* _Task statement_
What is the count of lines below that include "Write"? Reply with nothing else.

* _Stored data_
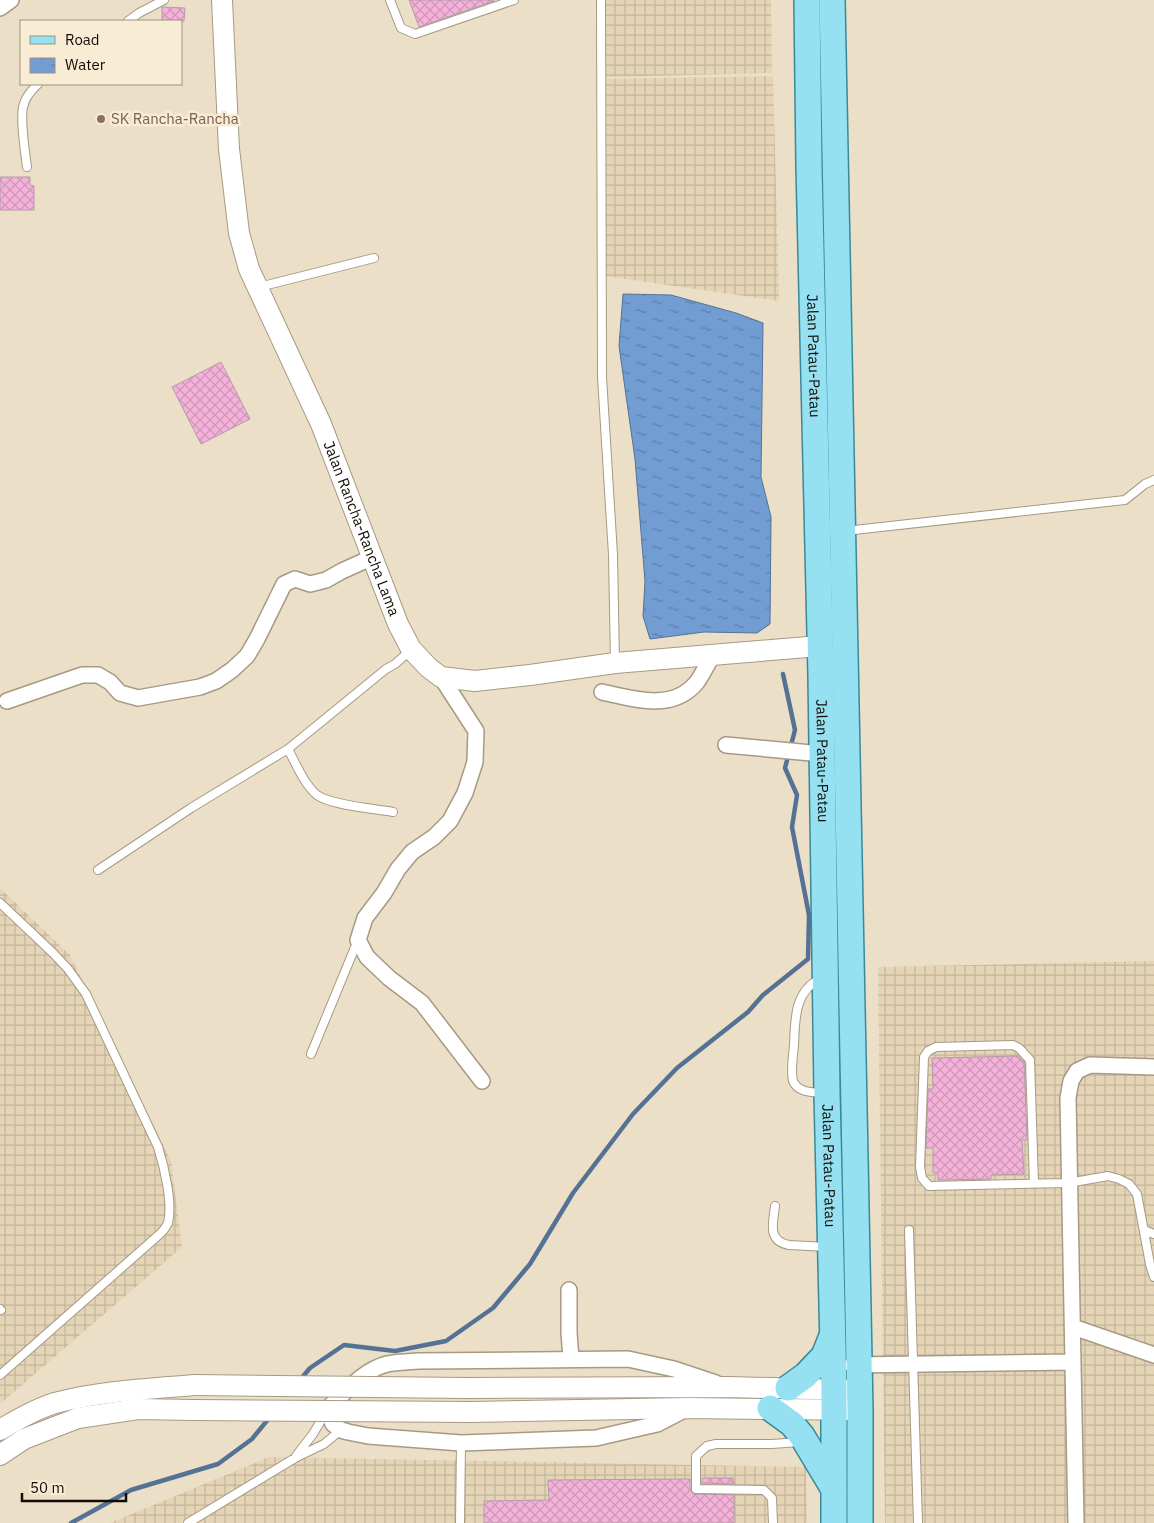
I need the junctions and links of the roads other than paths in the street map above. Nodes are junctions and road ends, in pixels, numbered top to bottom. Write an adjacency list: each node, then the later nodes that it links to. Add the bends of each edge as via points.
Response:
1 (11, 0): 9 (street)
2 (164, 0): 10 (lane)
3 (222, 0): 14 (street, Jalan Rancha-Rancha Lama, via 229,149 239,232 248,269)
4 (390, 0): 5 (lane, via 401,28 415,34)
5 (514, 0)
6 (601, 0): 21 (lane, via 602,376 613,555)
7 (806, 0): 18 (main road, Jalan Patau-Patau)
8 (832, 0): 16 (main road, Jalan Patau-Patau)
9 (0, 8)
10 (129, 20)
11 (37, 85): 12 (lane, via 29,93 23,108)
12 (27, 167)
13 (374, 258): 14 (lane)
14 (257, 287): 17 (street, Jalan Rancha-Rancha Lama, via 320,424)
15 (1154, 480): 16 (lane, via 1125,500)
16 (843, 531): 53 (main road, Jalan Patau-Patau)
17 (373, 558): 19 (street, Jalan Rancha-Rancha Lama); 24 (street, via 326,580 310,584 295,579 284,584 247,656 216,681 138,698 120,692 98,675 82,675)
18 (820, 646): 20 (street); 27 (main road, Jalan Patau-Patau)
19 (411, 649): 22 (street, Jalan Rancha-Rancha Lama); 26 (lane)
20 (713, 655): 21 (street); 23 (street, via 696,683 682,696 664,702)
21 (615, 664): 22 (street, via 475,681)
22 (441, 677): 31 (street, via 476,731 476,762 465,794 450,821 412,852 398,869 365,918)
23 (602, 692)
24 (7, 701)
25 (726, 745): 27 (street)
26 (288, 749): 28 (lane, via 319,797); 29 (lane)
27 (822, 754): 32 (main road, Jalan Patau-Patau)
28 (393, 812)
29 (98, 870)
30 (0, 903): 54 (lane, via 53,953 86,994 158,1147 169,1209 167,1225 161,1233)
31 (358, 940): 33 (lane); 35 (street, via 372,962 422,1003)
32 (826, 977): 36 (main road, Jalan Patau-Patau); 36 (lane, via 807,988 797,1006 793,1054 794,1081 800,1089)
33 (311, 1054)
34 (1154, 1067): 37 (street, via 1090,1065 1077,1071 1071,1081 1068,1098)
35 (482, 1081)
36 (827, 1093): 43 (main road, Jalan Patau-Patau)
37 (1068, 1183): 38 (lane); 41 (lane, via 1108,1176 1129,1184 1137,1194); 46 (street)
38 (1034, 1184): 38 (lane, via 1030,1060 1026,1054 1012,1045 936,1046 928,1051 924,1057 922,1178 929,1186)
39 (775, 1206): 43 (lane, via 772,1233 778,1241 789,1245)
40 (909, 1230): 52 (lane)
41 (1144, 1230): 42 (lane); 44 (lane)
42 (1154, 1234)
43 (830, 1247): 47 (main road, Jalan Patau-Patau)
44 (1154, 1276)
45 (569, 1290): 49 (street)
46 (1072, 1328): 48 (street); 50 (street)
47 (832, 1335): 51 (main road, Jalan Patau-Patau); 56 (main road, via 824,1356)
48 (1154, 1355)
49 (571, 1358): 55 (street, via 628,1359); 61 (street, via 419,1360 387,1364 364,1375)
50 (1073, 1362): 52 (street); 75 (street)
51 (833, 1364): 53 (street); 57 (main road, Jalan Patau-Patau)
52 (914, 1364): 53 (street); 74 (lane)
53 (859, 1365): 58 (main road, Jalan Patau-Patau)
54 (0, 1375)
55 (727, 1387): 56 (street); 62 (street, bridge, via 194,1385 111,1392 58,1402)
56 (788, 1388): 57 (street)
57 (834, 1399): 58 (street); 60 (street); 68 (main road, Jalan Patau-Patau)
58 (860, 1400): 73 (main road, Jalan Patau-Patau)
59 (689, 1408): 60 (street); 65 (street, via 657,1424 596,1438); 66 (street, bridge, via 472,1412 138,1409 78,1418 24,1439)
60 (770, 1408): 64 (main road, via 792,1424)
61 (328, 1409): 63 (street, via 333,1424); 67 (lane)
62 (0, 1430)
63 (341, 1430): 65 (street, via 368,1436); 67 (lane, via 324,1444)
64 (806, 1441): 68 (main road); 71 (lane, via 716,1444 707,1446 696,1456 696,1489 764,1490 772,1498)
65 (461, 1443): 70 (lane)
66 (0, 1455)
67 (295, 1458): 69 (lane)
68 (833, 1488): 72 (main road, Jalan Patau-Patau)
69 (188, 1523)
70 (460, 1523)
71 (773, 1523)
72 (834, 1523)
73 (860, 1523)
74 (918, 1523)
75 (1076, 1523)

...

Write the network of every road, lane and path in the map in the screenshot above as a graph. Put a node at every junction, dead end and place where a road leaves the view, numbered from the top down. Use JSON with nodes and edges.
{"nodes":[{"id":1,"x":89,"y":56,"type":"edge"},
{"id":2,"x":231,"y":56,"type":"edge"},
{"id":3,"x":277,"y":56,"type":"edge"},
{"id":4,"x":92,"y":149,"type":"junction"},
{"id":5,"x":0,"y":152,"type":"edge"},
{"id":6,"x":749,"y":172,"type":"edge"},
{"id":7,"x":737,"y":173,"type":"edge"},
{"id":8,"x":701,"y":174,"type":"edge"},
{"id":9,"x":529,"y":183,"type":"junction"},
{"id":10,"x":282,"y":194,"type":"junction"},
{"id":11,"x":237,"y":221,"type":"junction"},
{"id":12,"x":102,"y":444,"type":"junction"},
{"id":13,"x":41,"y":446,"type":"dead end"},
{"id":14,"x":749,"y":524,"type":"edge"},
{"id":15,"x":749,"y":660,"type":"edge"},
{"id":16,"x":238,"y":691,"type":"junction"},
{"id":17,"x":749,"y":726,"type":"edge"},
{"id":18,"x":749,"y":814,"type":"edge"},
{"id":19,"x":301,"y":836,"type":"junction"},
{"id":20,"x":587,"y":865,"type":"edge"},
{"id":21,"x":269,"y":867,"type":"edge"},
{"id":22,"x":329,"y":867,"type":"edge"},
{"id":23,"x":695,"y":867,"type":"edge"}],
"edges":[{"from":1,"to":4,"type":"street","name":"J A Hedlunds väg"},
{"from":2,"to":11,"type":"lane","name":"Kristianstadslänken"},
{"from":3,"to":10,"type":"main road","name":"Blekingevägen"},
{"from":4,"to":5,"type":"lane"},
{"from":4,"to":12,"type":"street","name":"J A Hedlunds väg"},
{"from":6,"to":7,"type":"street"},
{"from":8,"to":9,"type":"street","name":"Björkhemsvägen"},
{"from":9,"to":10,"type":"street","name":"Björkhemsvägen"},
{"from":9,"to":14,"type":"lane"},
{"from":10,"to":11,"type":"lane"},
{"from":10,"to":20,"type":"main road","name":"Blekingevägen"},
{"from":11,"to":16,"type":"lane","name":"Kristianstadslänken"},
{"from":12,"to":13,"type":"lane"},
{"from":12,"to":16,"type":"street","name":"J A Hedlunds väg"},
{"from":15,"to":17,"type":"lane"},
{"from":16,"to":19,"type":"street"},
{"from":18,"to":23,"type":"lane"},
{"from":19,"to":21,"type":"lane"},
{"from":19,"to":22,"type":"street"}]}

* _Answer for the task_
2